También me ocupé de realizar para Dembner un libro llamado
From Harding to Hiroshima
, de Barrington Boardman, subtitulado
An Anecdotal History of the United States from 1923-1945
. Me encantó. Lo leí cuidadosamente, corregí las galeradas y las pruebas de las compaginadas, y se publicó como
Isaac Asimov Presents: From Harding to Hiroshima
. En la cubierta aparecía de manera destacada el nombre de Boardman como autor.
Después me enviaron una selección de un gran número de citas de científicos y de otros personajes famosos sobre cuestiones científicas.
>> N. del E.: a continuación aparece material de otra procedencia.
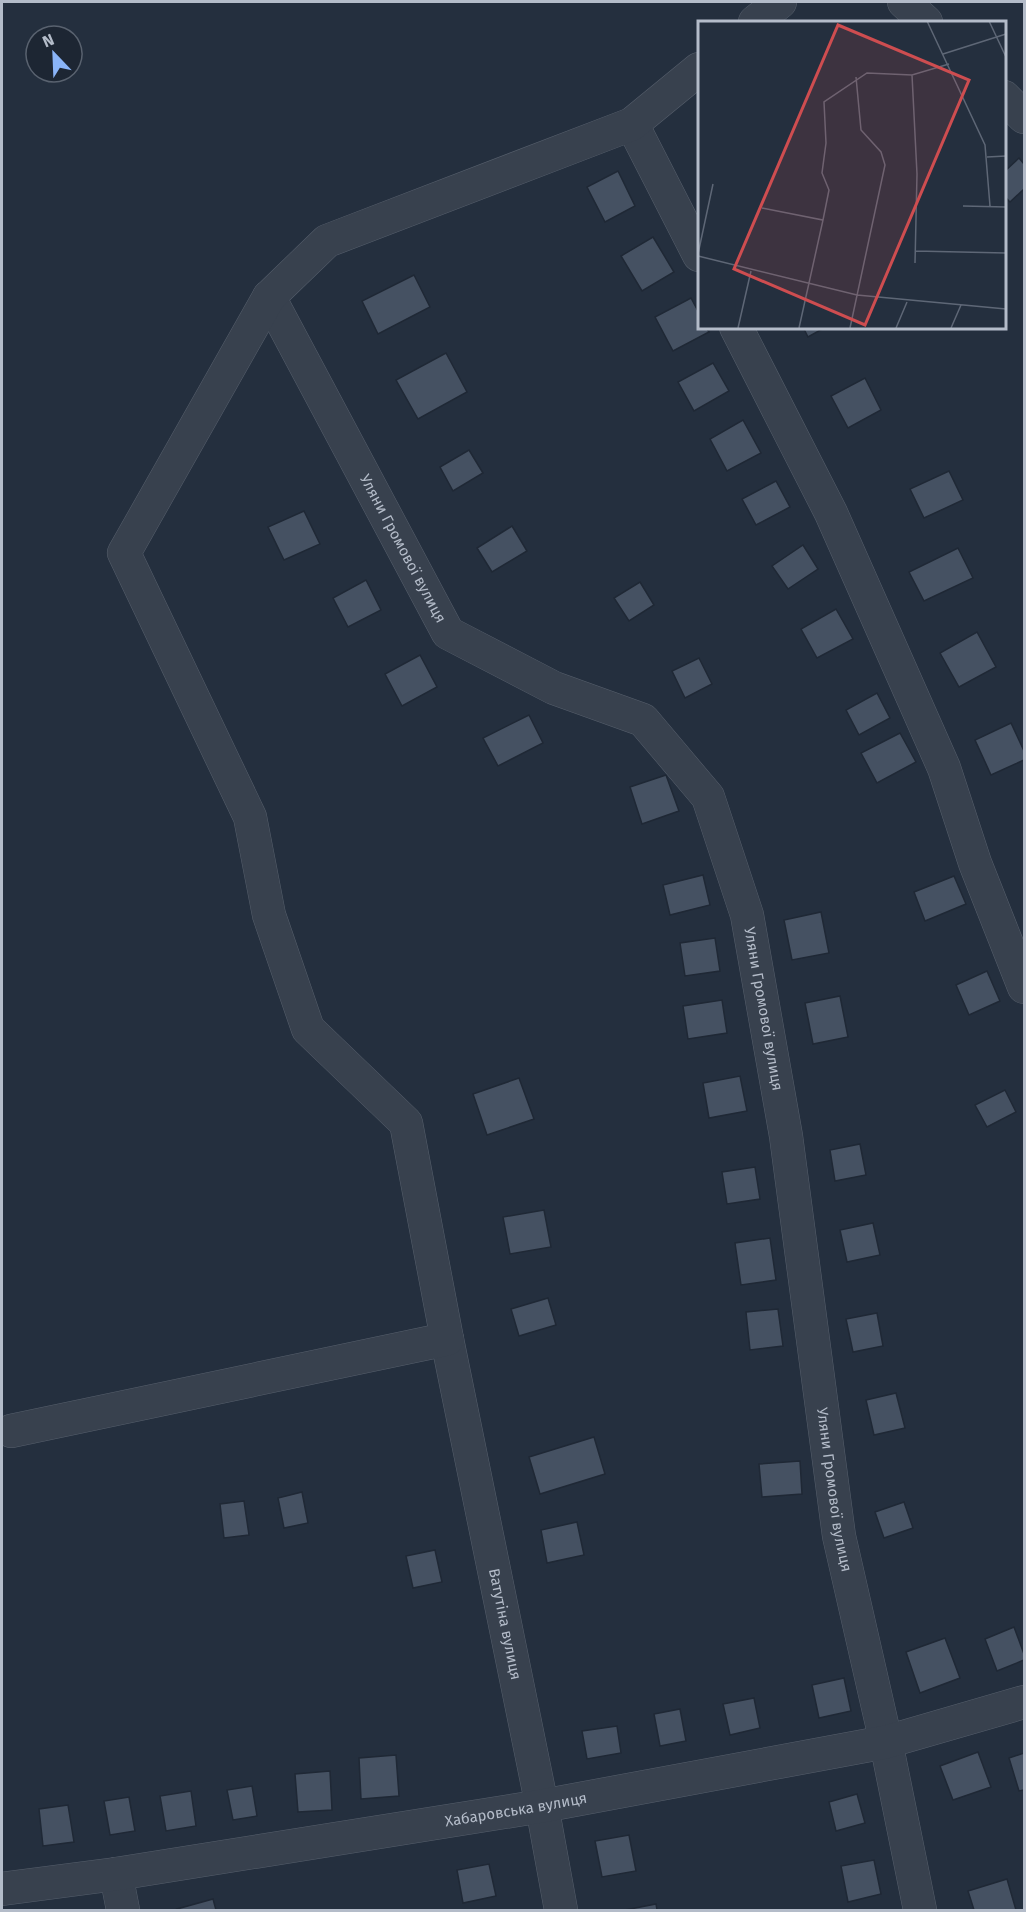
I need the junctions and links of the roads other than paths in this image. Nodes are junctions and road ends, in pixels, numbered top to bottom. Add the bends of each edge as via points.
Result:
1 (780, 2) edge
2 (904, 2) edge
3 (756, 21) edge
4 (925, 21) edge
5 (698, 70) edge
6 (1005, 98) edge
7 (1024, 117) edge
8 (632, 124) junction
9 (698, 253) edge
10 (269, 297) junction
11 (737, 328) edge
12 (1024, 987) edge
13 (447, 1340) junction
14 (12, 1431) dead end
15 (1024, 1702) edge
16 (886, 1742) junction
17 (542, 1806) junction
18 (116, 1874) junction
19 (2, 1889) edge
20 (123, 1911) edge
21 (561, 1911) edge
22 (920, 1911) edge

1 - 3 street
2 - 4 street
5 - 8 street
6 - 7 street
8 - 9 street
8 - 10 street via 327,241
10 - 13 street, Ватутіна вулиця via 124,553 250,817 269,915 308,1029 406,1123
10 - 16 street, Уляни Громової вулиця via 448,633 554,688 643,720 708,797 747,915 786,1136 839,1536
11 - 12 street via 831,513 944,768 975,862
13 - 14 street
13 - 17 street, Ватутіна вулиця
15 - 16 street, Хабаровська вулиця
16 - 17 street, Хабаровська вулиця
16 - 22 street, Уляни Громової вулиця
17 - 18 street, Хабаровська вулиця
17 - 21 street, Ватутіна вулиця
18 - 19 street, Хабаровська вулиця
18 - 20 street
Me pidieron que las corrigiera o las desechara si lo estimaba conveniente, que creara pequeños epigramas para encabezar cada una de las ochenta y seis clasificaciones en las que se dividieron las citas, y que escribiera una introducción. Insistí en que el editor correspondiente incluyera su propio nombre como coeditor, y el libro lo publicó en 1988 el sello editorial Weidenfeld & Nicholson, con el título de
Isaac Asimov’s Book of Science and Nature Quotations
, editado por Isaac Asimov y Jason A. Shulman.
Hay alguna que otra obra más de este tipo dispersa entre mis cientos de libros. ¿Por qué las hago? Por una razón. Representan un trabajo que encuentro interesante, incluso fascinante. Y también porque me cuesta negarme a participar en cualquier proyecto de obra literaria, sobre todo cuando se trata de algo muy diferente de lo que suelo hacer habitualmente.
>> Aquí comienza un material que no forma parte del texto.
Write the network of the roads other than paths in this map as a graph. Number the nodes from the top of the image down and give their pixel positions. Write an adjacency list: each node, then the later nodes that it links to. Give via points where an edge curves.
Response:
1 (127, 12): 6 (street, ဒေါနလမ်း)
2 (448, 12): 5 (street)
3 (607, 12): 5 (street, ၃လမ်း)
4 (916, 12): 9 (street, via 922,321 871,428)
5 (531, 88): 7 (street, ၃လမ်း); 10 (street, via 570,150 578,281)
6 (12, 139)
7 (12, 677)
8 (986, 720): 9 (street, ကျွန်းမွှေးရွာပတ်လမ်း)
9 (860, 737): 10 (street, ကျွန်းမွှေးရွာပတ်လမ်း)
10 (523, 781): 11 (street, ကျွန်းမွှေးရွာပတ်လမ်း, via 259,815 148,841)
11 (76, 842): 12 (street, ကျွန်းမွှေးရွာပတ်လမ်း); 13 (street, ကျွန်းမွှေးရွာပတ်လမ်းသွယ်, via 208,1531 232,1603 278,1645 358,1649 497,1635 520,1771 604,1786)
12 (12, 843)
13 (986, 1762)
A lo mejor debería haber presentado más batalla contra las proclamaciones de
Isaac Asimov Presenta
, pero las editoriales por lo general insisten y, debo admitirlo, a mí me satisfacen. Después de todo, mi nombre puede incitar a vender el libro hasta cierto punto, pero nada más. También eso ayuda a que el público vea mi nombre y entonces puede que algunos compren un libro que yo haya escrito en su totalidad. Así nos ayudamos mutuamente y todos salimos ganando.
A medida que avanzaban los años setenta mis ingresos continuaron creciendo y mis negocios se complicaron cada vez más. De vez en cuando, mi contable murmuraba que haría mejor en convertirme en una sociedad anónima, y cada vez que lo oía, me sumía en algo muy parecido al pánico.
La sociedad anónima sería un paso más, otro eslabón de mi vasallaje a la riqueza.
Obviamente me gustaban algunas de las ventajas de ser relativamente rico. Después de haber pasado la mitad de mi vida sabiendo exactamente cuánto dinero llevaba en el bolsillo y analizando cuidadosamente cada compra, era muy agradable entrar en un restaurante y pedir lo que me apetecía sin ni siquiera mirar la lista de precios. Era una delicia tomar un taxi para ir a cualquier parte, y firmar cheques para pagar las cuentas cuando llegaban, sin preocuparme del saldo bancario.
Todo esto me gustaba, pero no quería padecer los efectos secundarios de la riqueza. Temía todo lo que la gente pudiera esperar de mí: que diera fiestas de disfraces, que tuviera que asistir a fiestas sociales durante el resto de mi vida, que se diera por supuesto que debía tener mi piso lleno de los últimos avances tecnológicos, que dispusiera de un ama de llaves y de un despacho fantástico, un coche de lujo, un barco, una casa de veraneo y cualquier otra cosa que la imaginación pueda sugerir.